Roma, 2017- on going

Going down the solid stone stairs and plunging about eighteen meters into the underground city is like retracing the height of an overturned building, leaving behind the sidewalks and streets, the buzz of traffic and crowds. The distance from the city is infinitely greater than those few dozen steps. The banks of the river draw a place with translated ideal boundaries, far farther than the physical ones. The river is territorially projected into other areas and, vice versa, brings into the city external elements that come from the historic border between Etruria and Latium Vetus. Archaic geographical differences that persist in some aspects relating to light, matter, nature.
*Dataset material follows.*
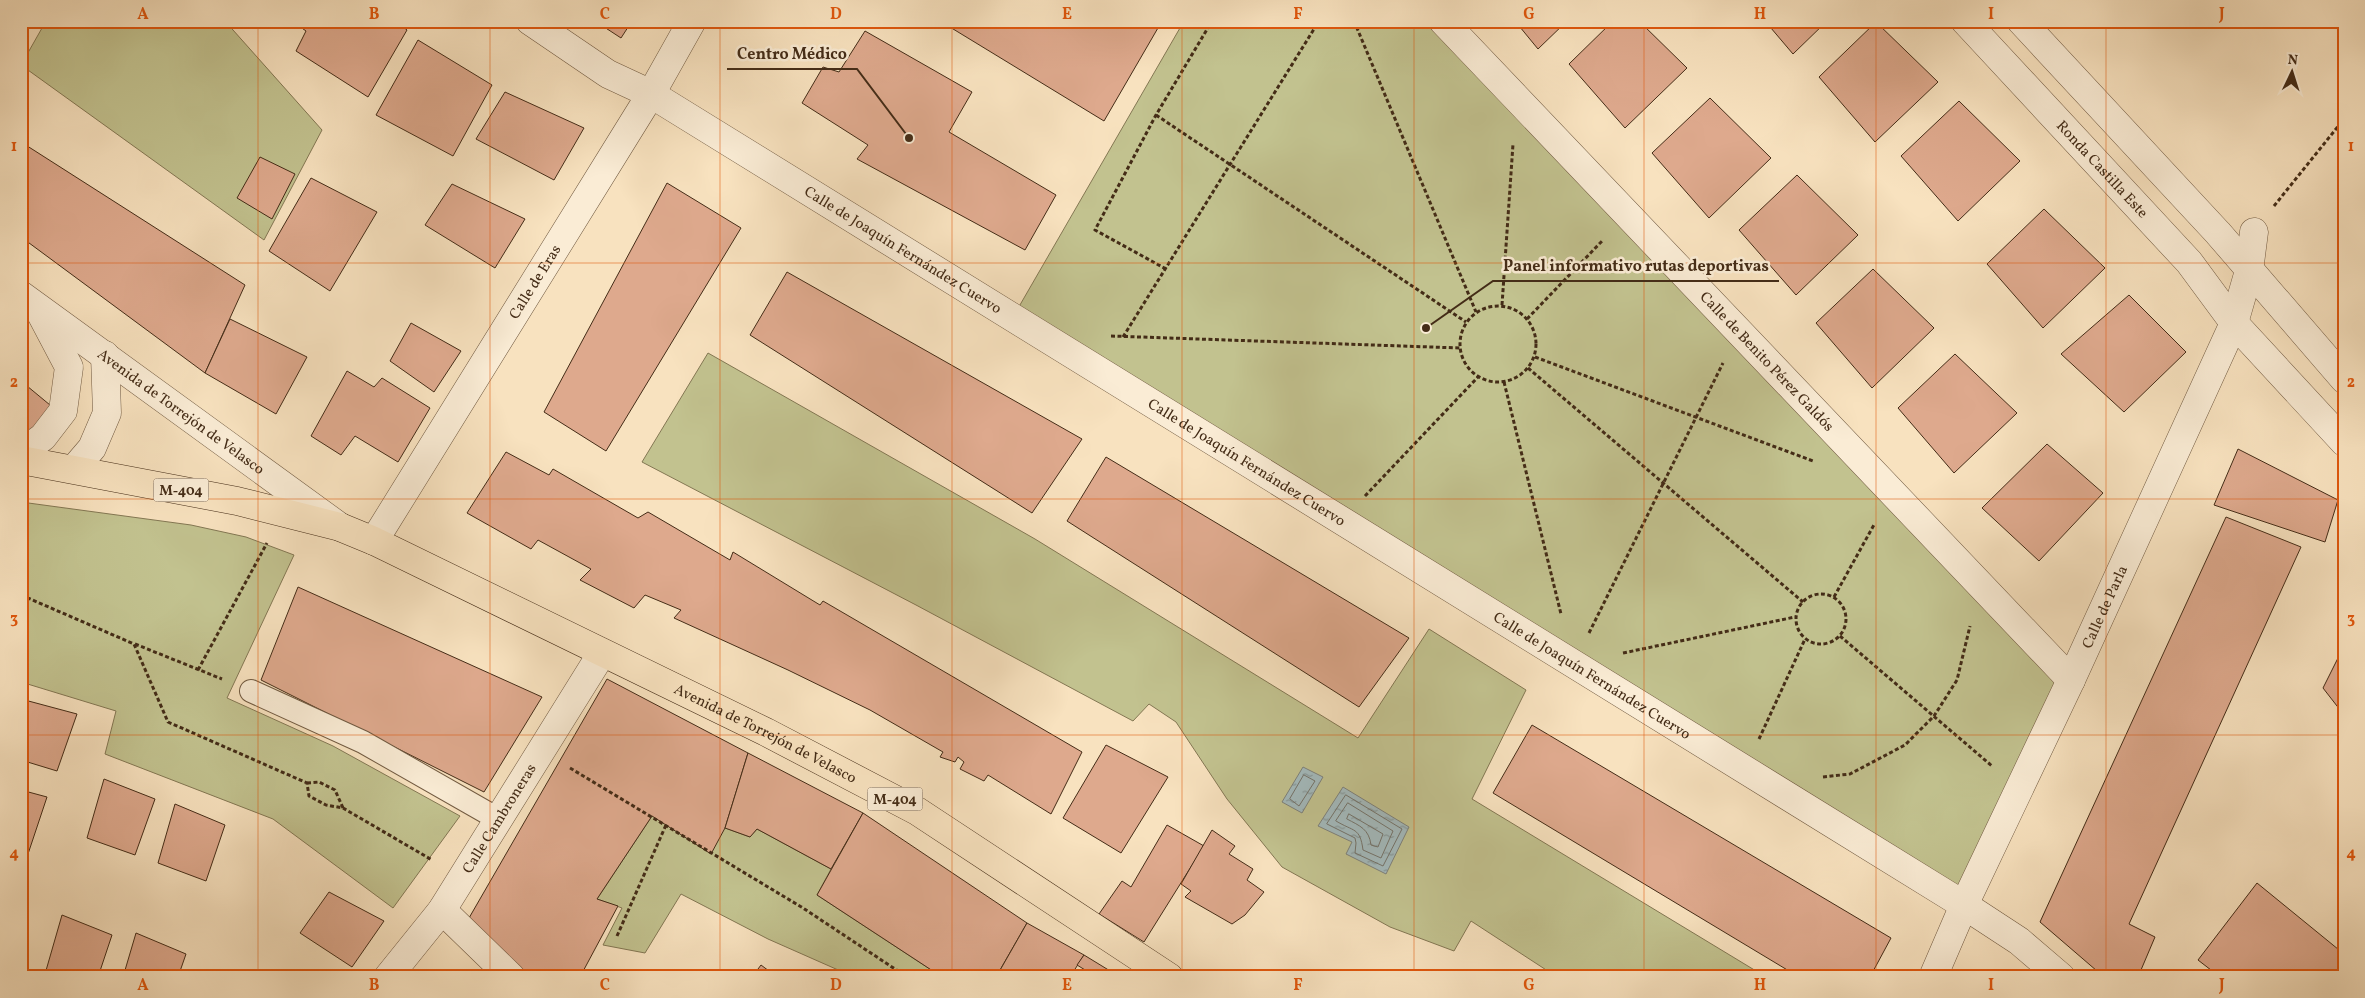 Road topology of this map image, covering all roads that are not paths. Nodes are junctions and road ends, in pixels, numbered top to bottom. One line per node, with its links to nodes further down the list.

The images that add up as we walk along the river take us on an ideal journey that connects to the sacred dimension that the Tiber has always intertwined with Rome, a dimension that allows us to think about the relationship between nature and artifice, between earthly and ultra-worldly places. The river was an almost impassable margin always scrutinized by the hills that surround it because it is essential for life and death, regulator of harvests and natural disasters. This nature endowed with divine power is contrasted by human technique which, through the construction of bridges, allows us to dominate its unpredictability. It is the construction of an order, always in progress, where the limit becomes crossable, the urban community can move, connect between the two banks. To this practical aspect is also added the spiritual one that sees the bridge as a connection with a higher world and its builder, the Pontifex, the priest of this rite.